** Opening Dataset excerpts block **

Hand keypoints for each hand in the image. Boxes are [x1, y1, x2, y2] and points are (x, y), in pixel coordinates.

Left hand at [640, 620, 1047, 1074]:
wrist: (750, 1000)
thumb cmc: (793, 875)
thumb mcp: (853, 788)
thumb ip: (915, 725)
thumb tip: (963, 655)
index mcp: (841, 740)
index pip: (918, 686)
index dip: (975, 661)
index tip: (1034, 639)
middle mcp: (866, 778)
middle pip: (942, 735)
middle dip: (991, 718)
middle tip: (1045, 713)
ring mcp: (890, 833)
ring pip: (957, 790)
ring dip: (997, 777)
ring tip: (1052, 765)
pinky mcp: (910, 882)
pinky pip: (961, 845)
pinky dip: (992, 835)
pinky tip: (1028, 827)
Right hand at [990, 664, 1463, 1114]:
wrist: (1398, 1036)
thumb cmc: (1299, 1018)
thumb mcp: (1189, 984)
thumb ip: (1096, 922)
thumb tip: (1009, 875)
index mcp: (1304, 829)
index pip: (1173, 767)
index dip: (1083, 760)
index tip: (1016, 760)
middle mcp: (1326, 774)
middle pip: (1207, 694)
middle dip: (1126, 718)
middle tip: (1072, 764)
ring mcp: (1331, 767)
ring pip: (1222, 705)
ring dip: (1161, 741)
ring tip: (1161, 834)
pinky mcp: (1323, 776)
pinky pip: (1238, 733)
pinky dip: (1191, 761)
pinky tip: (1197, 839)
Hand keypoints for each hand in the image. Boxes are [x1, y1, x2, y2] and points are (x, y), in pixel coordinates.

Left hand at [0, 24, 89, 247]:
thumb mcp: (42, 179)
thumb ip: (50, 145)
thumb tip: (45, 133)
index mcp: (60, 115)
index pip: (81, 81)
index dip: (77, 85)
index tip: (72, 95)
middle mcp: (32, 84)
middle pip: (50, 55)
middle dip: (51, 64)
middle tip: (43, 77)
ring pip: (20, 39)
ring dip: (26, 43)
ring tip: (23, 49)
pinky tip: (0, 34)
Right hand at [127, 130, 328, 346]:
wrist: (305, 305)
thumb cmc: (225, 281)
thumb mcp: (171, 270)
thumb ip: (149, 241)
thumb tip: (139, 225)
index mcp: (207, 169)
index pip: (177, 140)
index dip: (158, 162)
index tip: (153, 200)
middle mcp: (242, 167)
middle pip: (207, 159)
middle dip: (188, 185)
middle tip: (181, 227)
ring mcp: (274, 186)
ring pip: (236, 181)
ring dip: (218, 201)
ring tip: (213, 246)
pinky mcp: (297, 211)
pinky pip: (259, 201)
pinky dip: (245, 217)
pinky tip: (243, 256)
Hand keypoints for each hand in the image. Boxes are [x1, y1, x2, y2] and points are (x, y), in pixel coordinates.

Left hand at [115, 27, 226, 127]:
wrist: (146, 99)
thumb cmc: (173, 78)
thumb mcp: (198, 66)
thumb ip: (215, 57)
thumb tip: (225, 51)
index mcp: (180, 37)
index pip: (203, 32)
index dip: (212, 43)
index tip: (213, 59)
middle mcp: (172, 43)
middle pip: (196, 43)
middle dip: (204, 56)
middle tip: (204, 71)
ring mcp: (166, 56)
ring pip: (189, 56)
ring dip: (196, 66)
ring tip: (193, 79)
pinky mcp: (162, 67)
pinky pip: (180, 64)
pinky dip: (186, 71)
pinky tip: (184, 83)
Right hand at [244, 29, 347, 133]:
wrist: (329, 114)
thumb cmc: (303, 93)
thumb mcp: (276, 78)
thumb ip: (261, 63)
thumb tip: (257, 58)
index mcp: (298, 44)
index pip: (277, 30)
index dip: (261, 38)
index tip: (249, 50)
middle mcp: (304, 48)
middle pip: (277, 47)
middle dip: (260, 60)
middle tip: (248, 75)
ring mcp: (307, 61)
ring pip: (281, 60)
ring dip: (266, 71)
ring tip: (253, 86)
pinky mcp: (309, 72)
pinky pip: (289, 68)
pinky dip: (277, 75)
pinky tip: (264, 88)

** Closing Dataset excerpts block **

Task details:
What is needed here is an exact copy of all the entries.

Response for this exercise:
Hand keypoints for each hand in the image. Boxes are [x1, y1, x2, y2] and points are (x, y), in pixel coordinates.

Left hand at [640, 620, 1047, 1074]:
wrist: (750, 1000)
thumb cmc: (793, 875)
thumb mcp: (853, 788)
thumb ip: (915, 725)
thumb tip: (963, 655)
index mcp: (841, 740)
index pip: (918, 686)
index dip: (975, 661)
index tip: (1034, 639)
middle mcp: (866, 778)
middle pip: (942, 735)
middle dip: (991, 718)
middle tip: (1045, 713)
ring mcp: (890, 833)
ring pip: (957, 790)
ring dip: (997, 777)
ring tip: (1052, 765)
pinky mcp: (910, 882)
pinky pip: (961, 845)
pinky dip: (992, 835)
pinky tip: (1028, 827)
Right hand at [990, 664, 1463, 1114]:
wrist: (1398, 1036)
thumb cmc: (1299, 1018)
thumb mcp: (1189, 984)
thumb ip: (1096, 922)
thumb tip: (1009, 875)
index mcp: (1304, 829)
index pip: (1173, 767)
index dip: (1083, 760)
index tip: (1016, 760)
middle mcp: (1326, 774)
middle pip: (1207, 694)
middle dip: (1126, 718)
middle tip: (1072, 764)
ring mcp: (1331, 767)
ring pip: (1222, 705)
ring dip: (1161, 741)
ring tip: (1161, 834)
pinky mcp: (1323, 776)
pinky pip: (1238, 733)
pinky dip: (1191, 761)
pinky tip: (1197, 839)
Hand keypoints for each hand in the image. Boxes are [x1, y1, x2, y2] and points are (x, y), in pixel coordinates.

Left hand at [0, 24, 89, 247]:
thumb mcp: (42, 179)
thumb ip: (50, 145)
thumb tip: (45, 133)
index mcp: (60, 115)
index pip: (81, 81)
index dip: (77, 85)
index tip: (72, 95)
middle mcp: (32, 84)
middle pip: (50, 55)
middle dip: (51, 64)
middle tip: (43, 77)
ring pip: (20, 39)
ring dip: (26, 43)
ring tip: (23, 49)
pinky tip: (0, 34)
Right hand at [127, 130, 328, 346]:
wrist: (305, 305)
thumb cmc: (225, 281)
thumb mcp: (171, 270)
thumb ip: (149, 241)
thumb tip: (139, 225)
index mcp: (207, 169)
index pip: (177, 140)
index dip: (158, 162)
index tip: (153, 200)
middle mcp: (242, 167)
middle pip: (207, 159)
middle dip: (188, 185)
middle tip: (181, 227)
ring mcp: (274, 186)
ring pip: (236, 181)
ring dip: (218, 201)
ring tip: (213, 246)
pinky mcp: (297, 211)
pinky pip: (259, 201)
pinky dip: (245, 217)
pinky tip: (243, 256)
Hand keypoints for each hand in the image. Boxes are [x1, y1, x2, y2] and points are (x, y), in pixel coordinates.

Left hand at [115, 27, 226, 127]:
wrist: (146, 99)
thumb cmc: (173, 78)
thumb mcp: (198, 66)
thumb ip: (215, 57)
thumb tip: (225, 51)
index mcp: (180, 37)
index pip: (203, 32)
index dip: (212, 43)
index tip: (213, 59)
middle mcp: (172, 43)
middle pip: (196, 43)
middle dip: (204, 56)
middle tip: (204, 71)
ring mcp: (166, 56)
ring pip: (189, 56)
ring dip: (196, 66)
ring tip: (193, 79)
pinky mcp: (162, 67)
pinky pip: (180, 64)
pinky dip: (186, 71)
pinky tip: (184, 83)
Right hand at [244, 29, 347, 133]:
wrist: (329, 114)
thumb cmc: (303, 93)
thumb mcp: (276, 78)
thumb ip: (261, 63)
thumb tip: (257, 58)
index mcp: (298, 44)
index pip: (277, 30)
index dip: (261, 38)
index tip: (249, 50)
middle mcp: (304, 48)
middle pip: (277, 47)
middle dip: (260, 60)
middle tip: (248, 75)
ring mcp: (307, 61)
ring pip: (281, 60)
ring dip: (266, 71)
ring tip: (253, 86)
pinky mcp: (309, 72)
pinky pip: (289, 68)
pinky dip: (277, 75)
pinky tip: (264, 88)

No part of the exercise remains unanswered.